Rasulullah SAW ingin Makkah tunduk dan takhluk dibawah titah kaum muslimin dengan damai dan dengan tanpa adanya pertumpahan darah. Seorang panglima yang berhasil itu bukanlah panglima yang berhasil melululantakkan wilayah yang ingin dikuasainya dan membunuh banyak orang, tetapi seorang panglima yang berhasil itu adalah yang bisa menaklukkan musuhnya, bila perlu tanpa peperangan. Seperti permainan catur, seseorang bisa melihat lawan main catur ini sudah mahir atau masih pemula dari sisi gaya permainannya. Pemain pemula akan selalu memakan buah catur lawan setiap melihat ada kesempatan, tanpa berpikir panjang akan dampaknya. Sedangkan pemain yang sudah mahir akan bermain dengan penuh strategi dan bahkan tidak memakan semua buah catur yang bisa dimakan, ia akan melihat segala kemungkinan yang ada dan kemudian melakukan langkah-langkah terstruktur untuk melakukan skak mat. Cara-cara seperti itulah yang ingin Rasulullah SAW terapkan dalam Fathu Makkah, sehingga kerusakan yang ditimbulkan bisa diminimalisir dan maslahat yang besar bisa didapatkan.

Diantara strategi Rasulullah SAW dalam pembebasan Makkah ini adalah memberangkatkan 10.000 pasukan kaum muslimin ke Makkah secara diam-diam. Ini adalah bagian dari kecerdasan yang dimiliki oleh Rasulullah SAW, dimana beliau berusaha untuk merahasiakan misi ini dari penduduk Makkah dan bahkan merahasiakan keberangkatan ini dari kaum muslimin. Rasulullah SAW berkata kepada kaum muslimin, "bersiap-siaplah wahai kaum muslimin, siapkan kuda, unta, dan asahlah pedang-pedang kalian," seorang sahabat bertanya, "kita akan pergi kemana yaa Rasulallah?" Rasulullah SAW menjawab, "wahai sahabatku, persiapkanlah dan ikuti saja." Ini adalah bab tsiqqah, dimana kaum muslimin selalu yakin dan percaya atas perintah Allah dan RasulNya. Berbekal keyakinan pada Alah dan RasulNya, kaum muslimin pun mempersiapkan keberangkatan meskipun dengan kondisi pikiran yang campur aduk dan dipenuhi tanda tanya yang besar.

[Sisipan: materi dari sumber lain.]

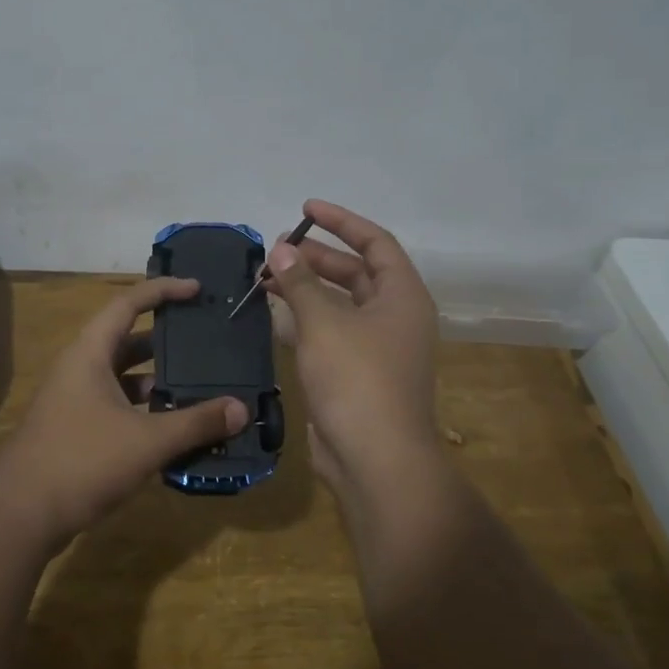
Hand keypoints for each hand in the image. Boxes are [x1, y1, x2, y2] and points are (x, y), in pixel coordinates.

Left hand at [0, 279, 247, 546]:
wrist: (20, 515)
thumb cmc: (82, 461)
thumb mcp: (147, 441)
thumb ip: (196, 423)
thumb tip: (242, 410)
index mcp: (90, 353)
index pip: (129, 304)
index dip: (163, 291)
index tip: (197, 289)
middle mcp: (80, 368)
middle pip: (128, 340)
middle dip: (166, 340)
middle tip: (206, 341)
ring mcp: (75, 399)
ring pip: (123, 377)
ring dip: (157, 380)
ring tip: (199, 386)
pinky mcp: (75, 428)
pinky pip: (117, 405)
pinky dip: (144, 409)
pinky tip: (172, 427)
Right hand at [265, 200, 441, 498]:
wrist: (375, 460)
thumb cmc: (357, 380)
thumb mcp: (324, 323)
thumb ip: (300, 282)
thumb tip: (279, 249)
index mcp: (402, 297)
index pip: (375, 243)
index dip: (341, 221)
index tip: (305, 208)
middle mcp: (394, 317)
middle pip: (355, 272)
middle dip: (315, 257)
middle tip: (275, 250)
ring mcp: (376, 348)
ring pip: (339, 304)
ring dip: (305, 288)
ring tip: (266, 277)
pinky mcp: (355, 373)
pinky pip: (329, 332)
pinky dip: (304, 319)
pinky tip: (273, 314)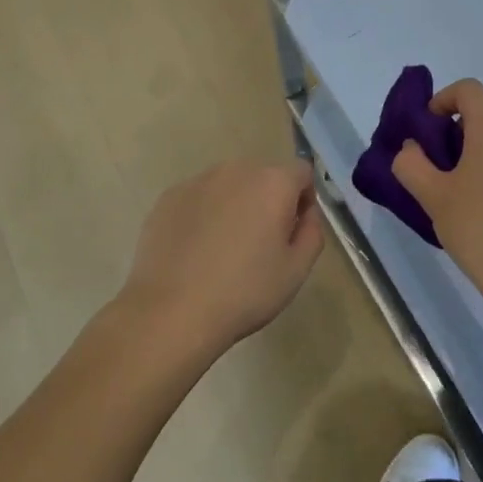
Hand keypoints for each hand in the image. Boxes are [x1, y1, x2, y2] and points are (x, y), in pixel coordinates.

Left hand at [117, 159, 324, 361]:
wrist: (172, 312)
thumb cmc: (244, 292)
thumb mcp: (296, 270)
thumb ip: (312, 232)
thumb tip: (306, 212)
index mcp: (273, 182)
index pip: (301, 173)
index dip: (303, 200)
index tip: (291, 232)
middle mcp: (237, 169)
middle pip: (264, 176)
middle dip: (267, 201)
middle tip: (258, 245)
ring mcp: (199, 180)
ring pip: (229, 185)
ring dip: (234, 205)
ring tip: (222, 250)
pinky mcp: (169, 196)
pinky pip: (199, 198)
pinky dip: (203, 214)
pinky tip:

Diantara kaum muslimin yang kebingungan dan penasaran atas seruan Rasulullah SAW adalah sahabat yang mulia Abu Bakar ash-Shiddiq RA. Bahkan dalam sebuah riwayat disebutkan bahwa Abu Bakar sempat bertanya kepada Sayyidatuna 'Aisyah isteri Rasulullah yang merupakan putri Abu Bakar sendiri. Abu Bakar bertanya kepada 'Aisyah, "Wahai 'Aisyah, Rasulullah meminta kaum muslimin untuk mengasah pedang dan menyiapkan kuda, unta, serta perbekalan. Apakah kaum muslimin akan meghadapi peperangan?" 'Aisyah menjawab, "Sepertinya iya wahai ayahku, tetapi aku tidak mengetahui apa yang sesungguhnya direncanakan oleh rasulullah SAW." Rasulullah SAW benar-benar merahasiakan keberangkatan ini dari siapapun, bahkan isteri dan sahabat terdekatnya pun tidak diberitahu tentang keberangkatan ini. Terlebih juga di saat yang sama, Rasulullah SAW juga mengirim 80 orang sahabat untuk pergi ke wilayah lain, tujuannya adalah untuk mengaburkan pikiran-pikiran para sahabat tentang tujuan keberangkatan ini guna menjalankan strategi yang telah direncanakan.

Maka berangkatlah 10.000 pasukan ini pada awal bulan Ramadhan. Perjalanan yang panjang dan melelahkan ditempuh oleh kaum muslimin, hingga sampailah mereka di Marr az-Zhahran (pertengahan antara Madinah dan Makkah). Sesampaianya di Marr az-Zhahran, Rasulullah SAW melihat kaum muslimin letih dan lesu karena melakukan perjalanan yang sangat panjang (jarak antara Madinah-Makkah kurang lebih 500 KM) dan dalam keadaan berpuasa. Jangan dibayangkan perjalanan ini seperti perjalanan dari Bandung ke Puncak Bogor. Yang banyak pohonnya, kiri kanan banyak yang berjualan makanan dan minuman. Tidak, perjalanan ini melewati bukit bebatuan, padang pasir yang sangat menyengat dan dilakukan dalam keadaan berpuasa. Melihat kondisi kaum muslimin yang kian letih dan lesu, Rasulullah SAW berkata, "Barangsiapa yang ingin berpuasa silahkan dan barang siapa yang ingin berbuka, fal yufthir (maka berbukalah)." Maka diantara kaum muslimin ada yang berbuka dan ada yang tetap meneruskan puasanya.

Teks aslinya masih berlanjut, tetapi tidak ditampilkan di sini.